An exact, complete copy of the entries is needed, with the pictures left out.

» Records from a data collection:

== Segment start ==

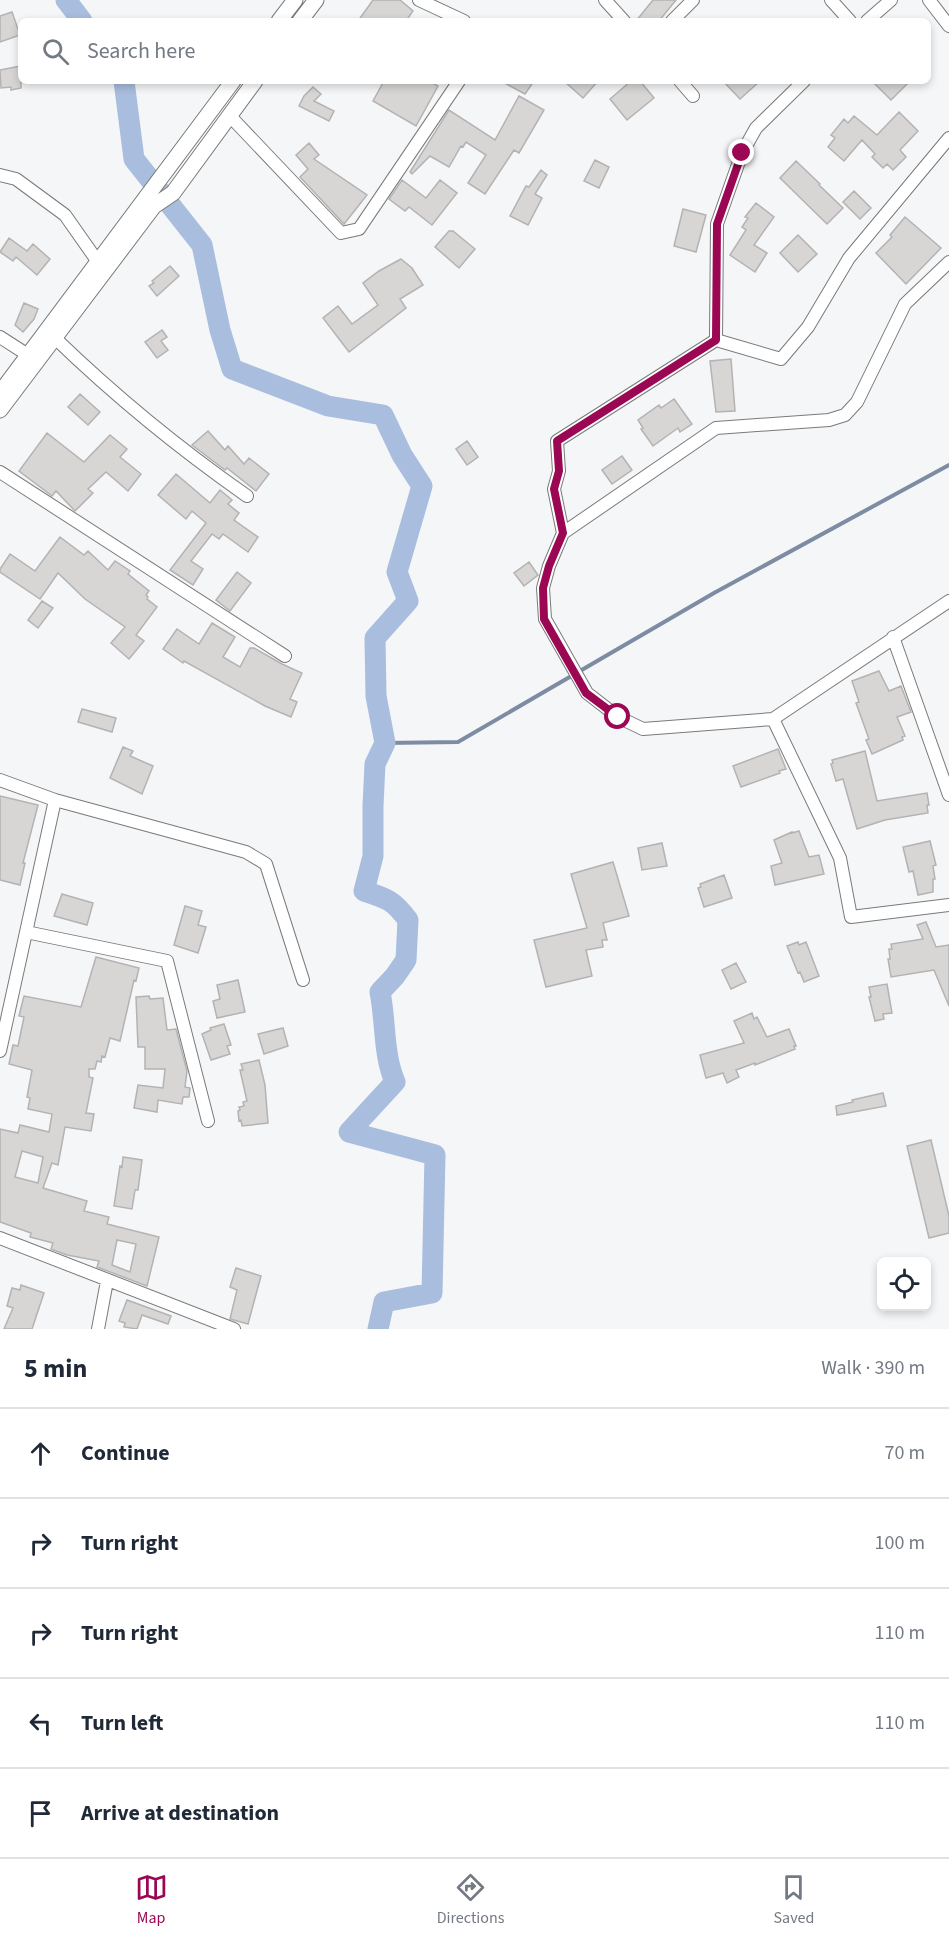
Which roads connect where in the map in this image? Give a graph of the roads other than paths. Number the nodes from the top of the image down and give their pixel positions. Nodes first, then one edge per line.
1 (295, 0) edge
2 (316, 0) edge
3 (419, 0) edge
4 (605, 0) edge
5 (693, 0) edge
6 (831, 0) edge
7 (891, 0) edge
8 (928, 0) edge
9 (281, 18) edge
10 (302, 18) edge
11 (458, 18) edge
12 (621, 18) edge
13 (675, 18) edge
14 (847, 18) edge
15 (870, 18) edge
16 (949, 26) edge
17 (231, 84) edge
18 (253, 84) edge
19 (457, 84) edge
20 (683, 84) edge
21 (801, 84) edge
22 (693, 96) dead end
23 (229, 115) junction
24 (949, 138) edge
25 (0, 176) edge
26 (98, 262) junction
27 (949, 262) edge
28 (0, 337) edge
29 (55, 338) junction
30 (716, 340) junction
31 (28, 355) junction
32 (0, 393) edge
33 (0, 410) edge
34 (0, 472) edge
35 (247, 496) dead end
36 (563, 533) junction
37 (949, 601) edge
38 (893, 637) junction
39 (285, 656) dead end
40 (773, 719) junction
41 (0, 780) edge
42 (949, 795) edge
43 (55, 800) junction
44 (949, 905) edge
45 (26, 932) junction
46 (303, 980) dead end
47 (0, 1051) edge
48 (208, 1121) dead end
49 (0, 1238) edge
50 (107, 1281) junction
51 (228, 1328) edge
52 (98, 1329) edge

1 - 9 main road
2 - 10 main road
3 - 11 street
4 - 12 street
5 - 13 street
6 - 14 street
7 - 15 street
8 - 16 street
17 - 26 main road
18 - 23 main road
19 - 23 street
20 - 22 street
21 - 30 street
23 - 29 main road
24 - 30 street
25 - 26 street
26 - 31 main road
27 - 36 street
28 - 31 street
29 - 33 main road
29 - 35 street
30 - 36 street
31 - 32 main road
34 - 39 street
36 - 40 street
37 - 38 street
38 - 40 street
38 - 42 street
40 - 44 street
41 - 43 street
43 - 45 street
43 - 46 street
45 - 47 street
45 - 48 street
49 - 50 street
50 - 51 street
50 - 52 street

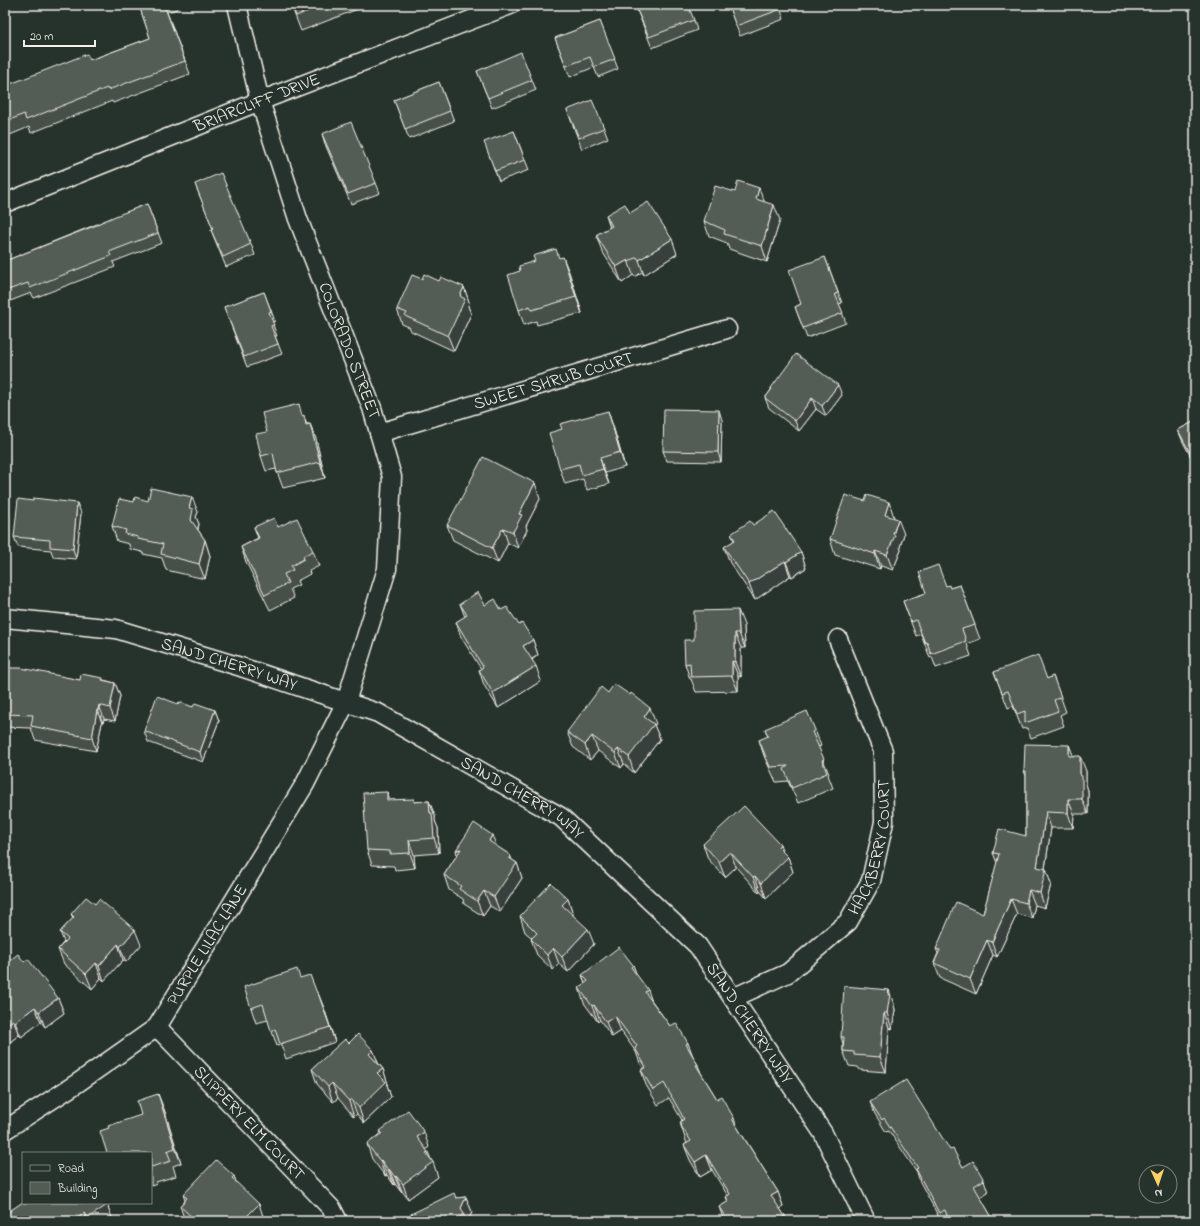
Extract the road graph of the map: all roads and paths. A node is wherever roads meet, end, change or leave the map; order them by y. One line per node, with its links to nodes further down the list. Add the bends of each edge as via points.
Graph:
1 (237, 5): 3 (street, COLORADO STREET)
2 (510, 5): 3 (street, BRIARCLIFF DRIVE)
3 (260, 101): 4 (street, BRIARCLIFF DRIVE); 6 (street, COLORADO STREET, via 298,218 372,408)
4 (5, 202)
5 (727, 329): 6 (street, SWEET SHRUB COURT)
6 (379, 433): 9 (street, COLORADO STREET, via 392,477 386,570)
7 (5, 618): 9 (street, SAND CHERRY WAY, via 116,629)
8 (838, 639): 10 (street, HACKBERRY COURT, via 883,751 884,822 871,881 848,922 788,973)
9 (346, 702): 10 (street, SAND CHERRY WAY, via 378,713 561,817 698,946); 11 (street, PURPLE LILAC LANE, via 305,784)
10 (733, 998): 14 (street, SAND CHERRY WAY, via 822,1133)
11 (157, 1027): 12 (street, PURPLE LILAC LANE); 13 (street, SLIPPERY ELM COURT, via 332,1209)
12 (5, 1130)
13 (338, 1221)
14 (866, 1221)

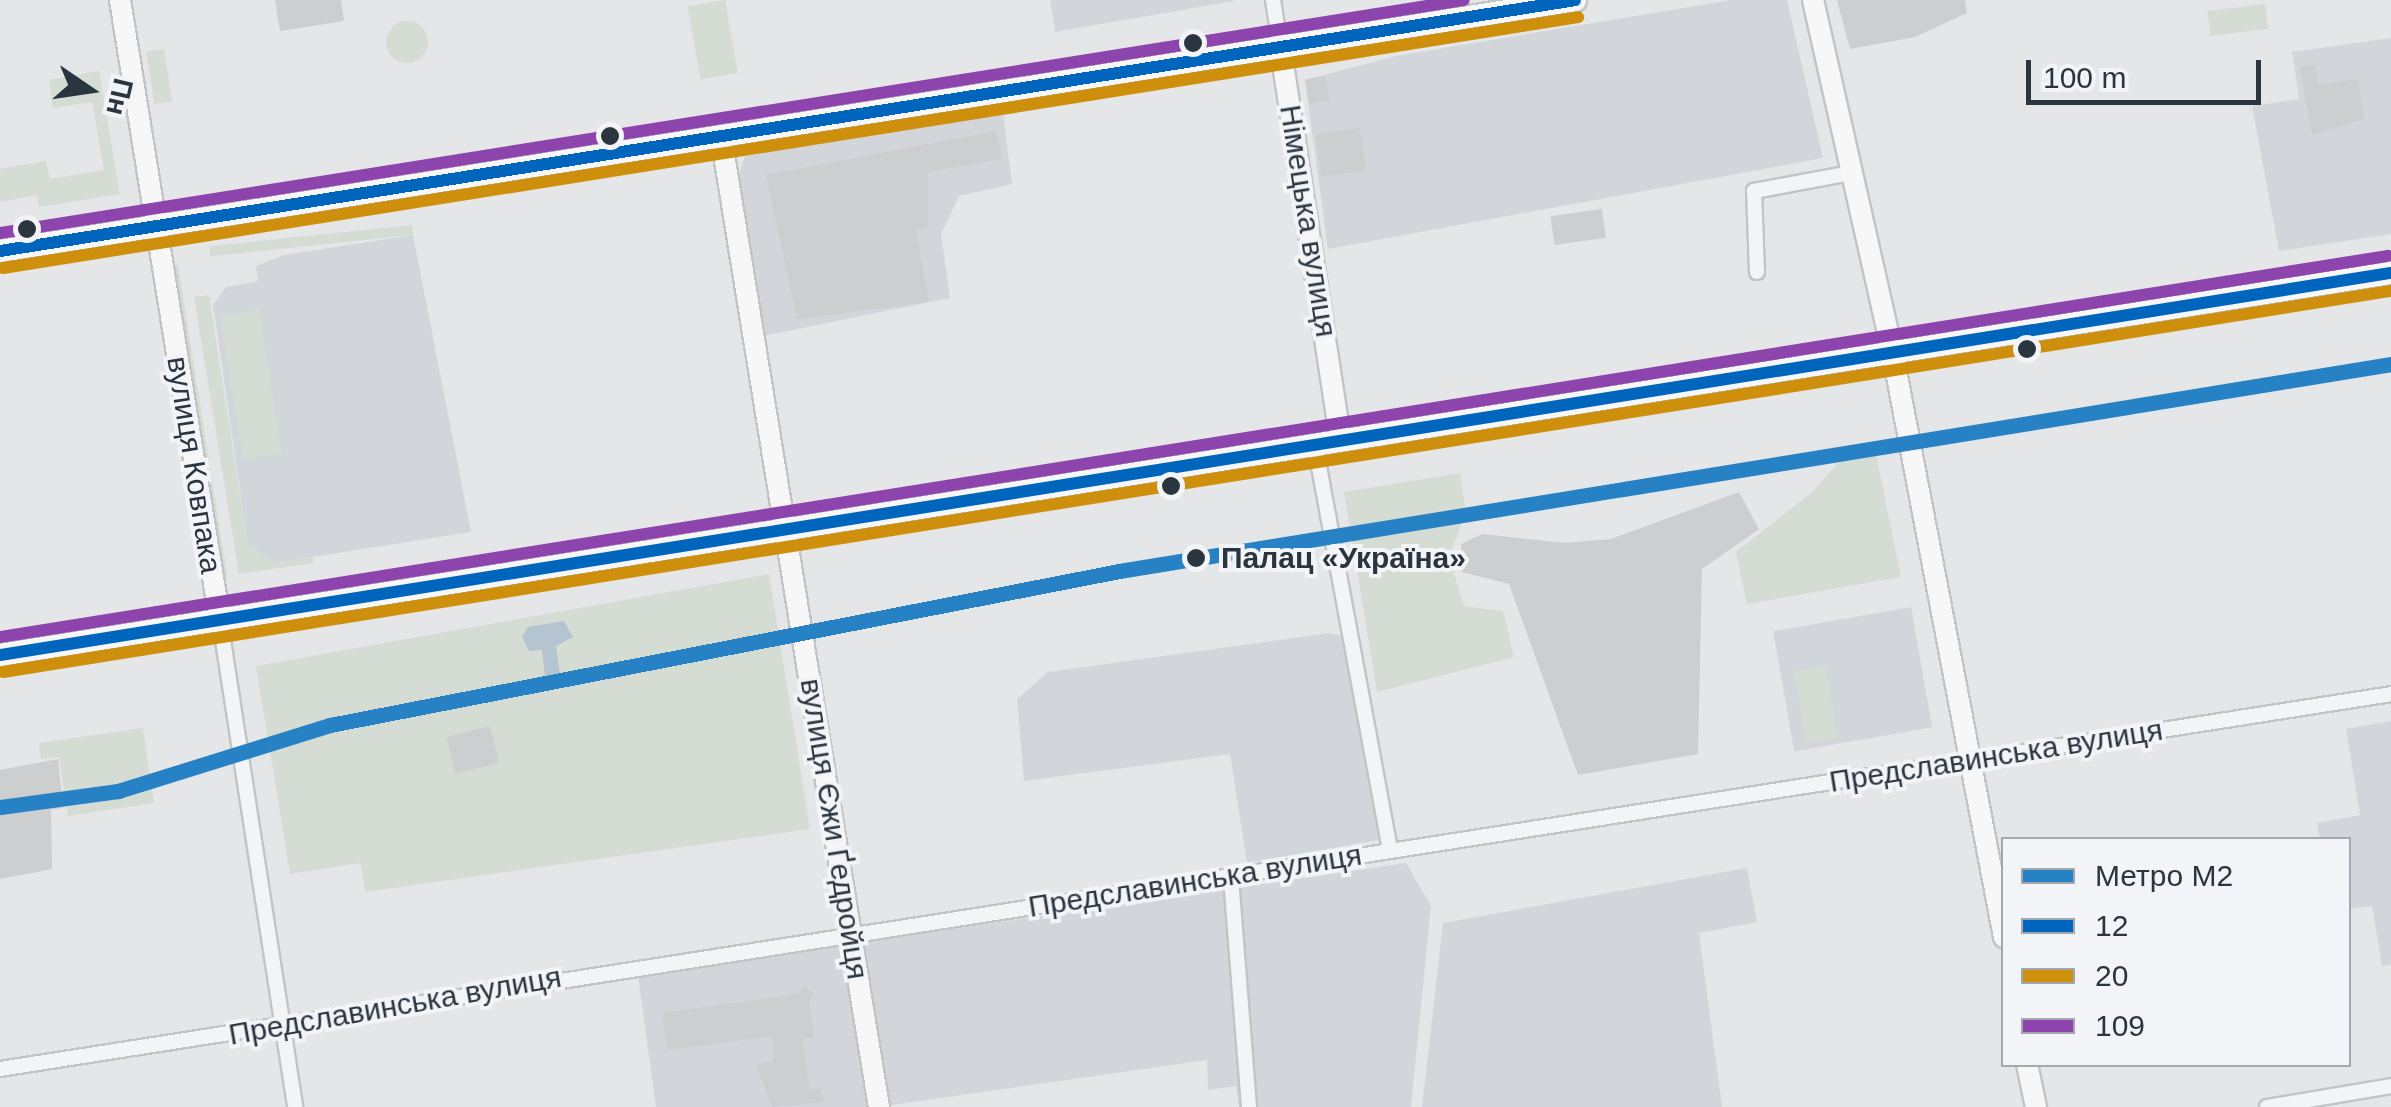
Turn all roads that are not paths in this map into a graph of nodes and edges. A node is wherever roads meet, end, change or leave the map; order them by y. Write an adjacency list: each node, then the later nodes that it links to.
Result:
1 (120, 0): 8 (street, вулиця Ковпака)
2 (1273, 0): 5 (street, Німецька вулиця)
3 (1575, 0): 5 (main road)
4 (1813, 0): 7 (street)
5 (1281, 51): 6 (main road); 13 (street, Німецька вулиця)
6 (721, 136): 8 (main road); 15 (street, вулиця Єжи Ґедройця)
7 (1851, 174): 10 (street); 12 (street)
8 (155, 226): 9 (main road); 16 (street, вулиця Ковпака)
9 (0, 251)
10 (1758, 272)
11 (2391, 273): 12 (main road)
12 (1892, 350): 13 (main road); 19 (street)
13 (1341, 441): 14 (main road)
14 (1315, 445): 15 (main road); 20 (street)
15 (787, 528): 16 (main road); 23 (street, вулиця Єжи Ґедройця)
16 (220, 621): 17 (main road); 24 (street, вулиця Ковпака)
17 (0, 655)
18 (2391, 694): 19 (street, Предславинська вулиця)
19 (1970, 760): 20 (street, Предславинська вулиця); 22 (street)
20 (1390, 850): 21 (street, Предславинська вулиця)
21 (1232, 878): 23 (street, Предславинська вулиця); 30 (street)
22 (2001, 921)
23 (849, 932): 24 (street, Предславинська вулиця); 29 (street, вулиця Єжи Ґедройця)
24 (282, 1026): 26 (street, Предславинська вулиця); 28 (street, вулиця Ковпака)
25 (2029, 1067): 31 (street)
26 (0, 1069)
27 (2391, 1086): 32 (street)
28 (295, 1107)
29 (879, 1107)
30 (1249, 1107)
31 (2036, 1107)
32 (2268, 1107)

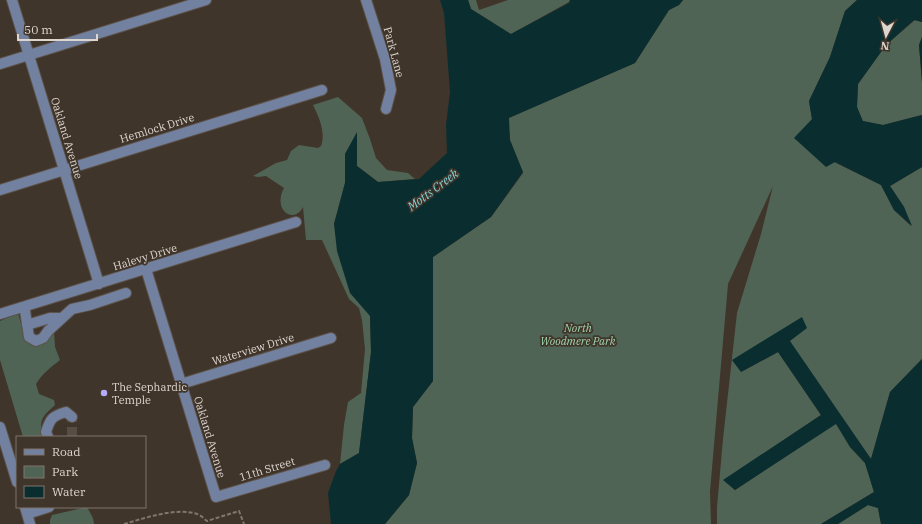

== Segment end ==

» RESPONSE AREA:
Which roads connect where in the map in this image? Give a graph of the roads other than paths. Number the nodes from the top of the image down and give their pixel positions. Nodes first, then one edge per line.
1 (295, 0) edge
2 (316, 0) edge
3 (419, 0) edge
4 (605, 0) edge
5 (693, 0) edge
6 (831, 0) edge
7 (891, 0) edge
8 (928, 0) edge
9 (281, 18) edge
10 (302, 18) edge
11 (458, 18) edge
12 (621, 18) edge
13 (675, 18) edge
14 (847, 18) edge
15 (870, 18) edge
16 (949, 26) edge
17 (231, 84) edge
18 (253, 84) edge
19 (457, 84) edge
20 (683, 84) edge
21 (801, 84) edge
22 (693, 96) dead end
23 (229, 115) junction
24 (949, 138) edge
25 (0, 176) edge
26 (98, 262) junction
27 (949, 262) edge
28 (0, 337) edge
29 (55, 338) junction
30 (716, 340) junction
31 (28, 355) junction
32 (0, 393) edge
33 (0, 410) edge
34 (0, 472) edge
35 (247, 496) dead end
36 (563, 533) junction
37 (949, 601) edge
38 (893, 637) junction
39 (285, 656) dead end
40 (773, 719) junction
41 (0, 780) edge
42 (949, 795) edge
43 (55, 800) junction
44 (949, 905) edge
45 (26, 932) junction
46 (303, 980) dead end
47 (0, 1051) edge
48 (208, 1121) dead end
49 (0, 1238) edge
50 (107, 1281) junction
51 (228, 1328) edge
52 (98, 1329) edge

1 - 9 main road
2 - 10 main road
3 - 11 street
4 - 12 street
5 - 13 street
6 - 14 street
7 - 15 street
8 - 16 street
17 - 26 main road
18 - 23 main road
19 - 23 street
20 - 22 street
21 - 30 street
23 - 29 main road
24 - 30 street
25 - 26 street
26 - 31 main road
27 - 36 street
28 - 31 street
29 - 33 main road
29 - 35 street
30 - 36 street
31 - 32 main road
34 - 39 street
36 - 40 street
37 - 38 street
38 - 40 street
38 - 42 street
40 - 44 street
41 - 43 street
43 - 45 street
43 - 46 street
45 - 47 street
45 - 48 street
49 - 50 street
50 - 51 street
50 - 52 street

Extract the road graph of the map: all roads and paths. A node is wherever roads meet, end, change or leave the map; order them by y. One line per node, with its links to nodes further down the list. Add the bends of each edge as via points.
Graph:
1 (237, 5): 3 (street, COLORADO STREET)
2 (510, 5): 3 (street, BRIARCLIFF DRIVE)
3 (260, 101): 4 (street, BRIARCLIFF DRIVE); 6 (street, COLORADO STREET, via 298,218 372,408)
4 (5, 202)
5 (727, 329): 6 (street, SWEET SHRUB COURT)
6 (379, 433): 9 (street, COLORADO STREET, via 392,477 386,570)
7 (5, 618): 9 (street, SAND CHERRY WAY, via 116,629)
8 (838, 639): 10 (street, HACKBERRY COURT, via 883,751 884,822 871,881 848,922 788,973)
9 (346, 702): 10 (street, SAND CHERRY WAY, via 378,713 561,817 698,946); 11 (street, PURPLE LILAC LANE, via 305,784)
10 (733, 998): 14 (street, SAND CHERRY WAY, via 822,1133)
11 (157, 1027): 12 (street, PURPLE LILAC LANE); 13 (street, SLIPPERY ELM COURT, via 332,1209)
12 (5, 1130)
13 (338, 1221)
14 (866, 1221)

Turn all roads that are not paths in this map into a graph of nodes and edges. A node is wherever roads meet, end, change or leave the map; order them by y. Write an adjacency list: each node, then the later nodes that it links to.
Result:
1 (120, 0): 8 (street, вулиця Ковпака)
2 (1273, 0): 5 (street, Німецька вулиця)
3 (1575, 0): 5 (main road)
4 (1813, 0): 7 (street)
5 (1281, 51): 6 (main road); 13 (street, Німецька вулиця)
6 (721, 136): 8 (main road); 15 (street, вулиця Єжи Ґедройця)
7 (1851, 174): 10 (street); 12 (street)
8 (155, 226): 9 (main road); 16 (street, вулиця Ковпака)
9 (0, 251)
10 (1758, 272)
11 (2391, 273): 12 (main road)
12 (1892, 350): 13 (main road); 19 (street)
13 (1341, 441): 14 (main road)
14 (1315, 445): 15 (main road); 20 (street)
15 (787, 528): 16 (main road); 23 (street, вулиця Єжи Ґедройця)
16 (220, 621): 17 (main road); 24 (street, вулиця Ковпака)
17 (0, 655)
18 (2391, 694): 19 (street, Предславинська вулиця)
19 (1970, 760): 20 (street, Предславинська вулиця); 22 (street)
20 (1390, 850): 21 (street, Предславинська вулиця)
21 (1232, 878): 23 (street, Предславинська вулиця); 30 (street)
22 (2001, 921)
23 (849, 932): 24 (street, Предславинська вулиця); 29 (street, вулиця Єжи Ґедройця)
24 (282, 1026): 26 (street, Предславинська вулиця); 28 (street, вулиця Ковпака)
25 (2029, 1067): 31 (street)
26 (0, 1069)
27 (2391, 1086): 32 (street)
28 (295, 1107)
29 (879, 1107)
30 (1249, 1107)
31 (2036, 1107)
32 (2268, 1107)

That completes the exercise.